• [TASK REQUIREMENTS] Set the following entries down again exactly, line by line.
** INFORMATION SUPPLIED follows **
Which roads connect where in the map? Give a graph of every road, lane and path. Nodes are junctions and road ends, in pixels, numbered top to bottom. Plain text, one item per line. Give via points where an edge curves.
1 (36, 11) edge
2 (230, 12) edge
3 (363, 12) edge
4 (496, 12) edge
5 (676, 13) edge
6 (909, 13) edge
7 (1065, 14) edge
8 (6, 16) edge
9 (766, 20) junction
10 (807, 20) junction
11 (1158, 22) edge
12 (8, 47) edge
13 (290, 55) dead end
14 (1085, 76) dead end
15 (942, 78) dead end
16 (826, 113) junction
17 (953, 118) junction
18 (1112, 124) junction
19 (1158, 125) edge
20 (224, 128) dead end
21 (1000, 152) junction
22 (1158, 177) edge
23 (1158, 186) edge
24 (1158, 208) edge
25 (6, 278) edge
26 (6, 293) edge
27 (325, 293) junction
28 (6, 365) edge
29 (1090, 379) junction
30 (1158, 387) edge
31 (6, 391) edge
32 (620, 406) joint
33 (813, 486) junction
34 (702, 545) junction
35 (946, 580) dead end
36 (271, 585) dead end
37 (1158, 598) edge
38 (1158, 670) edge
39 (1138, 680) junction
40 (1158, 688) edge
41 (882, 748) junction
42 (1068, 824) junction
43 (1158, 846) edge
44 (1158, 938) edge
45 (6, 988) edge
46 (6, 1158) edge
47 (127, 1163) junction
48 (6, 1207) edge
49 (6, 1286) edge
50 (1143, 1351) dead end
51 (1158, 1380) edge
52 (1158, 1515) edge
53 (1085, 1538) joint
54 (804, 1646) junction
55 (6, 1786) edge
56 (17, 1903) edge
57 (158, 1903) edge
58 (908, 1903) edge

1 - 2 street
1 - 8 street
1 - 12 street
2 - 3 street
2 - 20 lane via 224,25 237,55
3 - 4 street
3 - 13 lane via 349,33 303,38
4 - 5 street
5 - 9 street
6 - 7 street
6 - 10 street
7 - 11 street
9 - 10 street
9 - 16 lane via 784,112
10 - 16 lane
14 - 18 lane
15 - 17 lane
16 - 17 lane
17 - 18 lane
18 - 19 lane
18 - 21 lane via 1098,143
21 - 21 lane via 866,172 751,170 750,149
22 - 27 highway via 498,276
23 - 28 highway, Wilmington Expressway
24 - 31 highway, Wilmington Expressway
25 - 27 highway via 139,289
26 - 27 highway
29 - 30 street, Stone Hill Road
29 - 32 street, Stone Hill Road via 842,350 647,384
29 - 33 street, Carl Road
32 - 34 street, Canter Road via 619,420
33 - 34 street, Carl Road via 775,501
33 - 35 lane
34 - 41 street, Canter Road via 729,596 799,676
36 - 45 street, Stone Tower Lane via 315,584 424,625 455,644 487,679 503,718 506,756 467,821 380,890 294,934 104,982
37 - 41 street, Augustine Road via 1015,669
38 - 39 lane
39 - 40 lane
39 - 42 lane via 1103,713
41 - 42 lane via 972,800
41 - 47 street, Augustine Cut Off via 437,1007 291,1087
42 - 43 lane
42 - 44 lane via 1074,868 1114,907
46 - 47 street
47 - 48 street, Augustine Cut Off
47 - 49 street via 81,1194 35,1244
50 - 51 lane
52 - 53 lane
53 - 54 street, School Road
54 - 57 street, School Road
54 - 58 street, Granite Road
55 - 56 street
** End of INFORMATION SUPPLIED **
• [TASK SOLUTION]
Which roads connect where in the map? Give a graph of every road, lane and path. Nodes are junctions and road ends, in pixels, numbered top to bottom. Plain text, one item per line. Give via points where an edge curves.
1 (36, 11) edge
2 (230, 12) edge
3 (363, 12) edge
4 (496, 12) edge
5 (676, 13) edge
6 (909, 13) edge
7 (1065, 14) edge
8 (6, 16) edge
9 (766, 20) junction
10 (807, 20) junction
11 (1158, 22) edge
12 (8, 47) edge
13 (290, 55) dead end
14 (1085, 76) dead end
15 (942, 78) dead end
16 (826, 113) junction
17 (953, 118) junction
18 (1112, 124) junction
19 (1158, 125) edge
20 (224, 128) dead end
21 (1000, 152) junction
22 (1158, 177) edge
23 (1158, 186) edge
24 (1158, 208) edge
25 (6, 278) edge
26 (6, 293) edge
27 (325, 293) junction
28 (6, 365) edge
29 (1090, 379) junction
30 (1158, 387) edge
31 (6, 391) edge
32 (620, 406) joint
33 (813, 486) junction
34 (702, 545) junction
35 (946, 580) dead end
36 (271, 585) dead end
37 (1158, 598) edge
38 (1158, 670) edge
39 (1138, 680) junction
40 (1158, 688) edge
41 (882, 748) junction
42 (1068, 824) junction
43 (1158, 846) edge
44 (1158, 938) edge
45 (6, 988) edge
46 (6, 1158) edge
47 (127, 1163) junction
48 (6, 1207) edge
49 (6, 1286) edge
50 (1143, 1351) dead end
51 (1158, 1380) edge
52 (1158, 1515) edge
53 (1085, 1538) joint
54 (804, 1646) junction
55 (6, 1786) edge
56 (17, 1903) edge
57 (158, 1903) edge
58 (908, 1903) edge

1 - 2 street
1 - 8 street
1 - 12 street
2 - 3 street
2 - 20 lane via 224,25 237,55
3 - 4 street
3 - 13 lane via 349,33 303,38
4 - 5 street
5 - 9 street
6 - 7 street
6 - 10 street
7 - 11 street
9 - 10 street
9 - 16 lane via 784,112
10 - 16 lane
14 - 18 lane
15 - 17 lane
16 - 17 lane
17 - 18 lane
18 - 19 lane
18 - 21 lane via 1098,143
21 - 21 lane via 866,172 751,170 750,149
22 - 27 highway via 498,276
23 - 28 highway, Wilmington Expressway
24 - 31 highway, Wilmington Expressway
25 - 27 highway via 139,289
26 - 27 highway
29 - 30 street, Stone Hill Road
29 - 32 street, Stone Hill Road via 842,350 647,384
29 - 33 street, Carl Road
32 - 34 street, Canter Road via 619,420
33 - 34 street, Carl Road via 775,501
33 - 35 lane
34 - 41 street, Canter Road via 729,596 799,676
36 - 45 street, Stone Tower Lane via 315,584 424,625 455,644 487,679 503,718 506,756 467,821 380,890 294,934 104,982
37 - 41 street, Augustine Road via 1015,669
38 - 39 lane
39 - 40 lane
39 - 42 lane via 1103,713
41 - 42 lane via 972,800
41 - 47 street, Augustine Cut Off via 437,1007 291,1087
42 - 43 lane
42 - 44 lane via 1074,868 1114,907
46 - 47 street
47 - 48 street, Augustine Cut Off
47 - 49 street via 81,1194 35,1244
50 - 51 lane
52 - 53 lane
53 - 54 street, School Road
54 - 57 street, School Road
54 - 58 street, Granite Road
55 - 56 street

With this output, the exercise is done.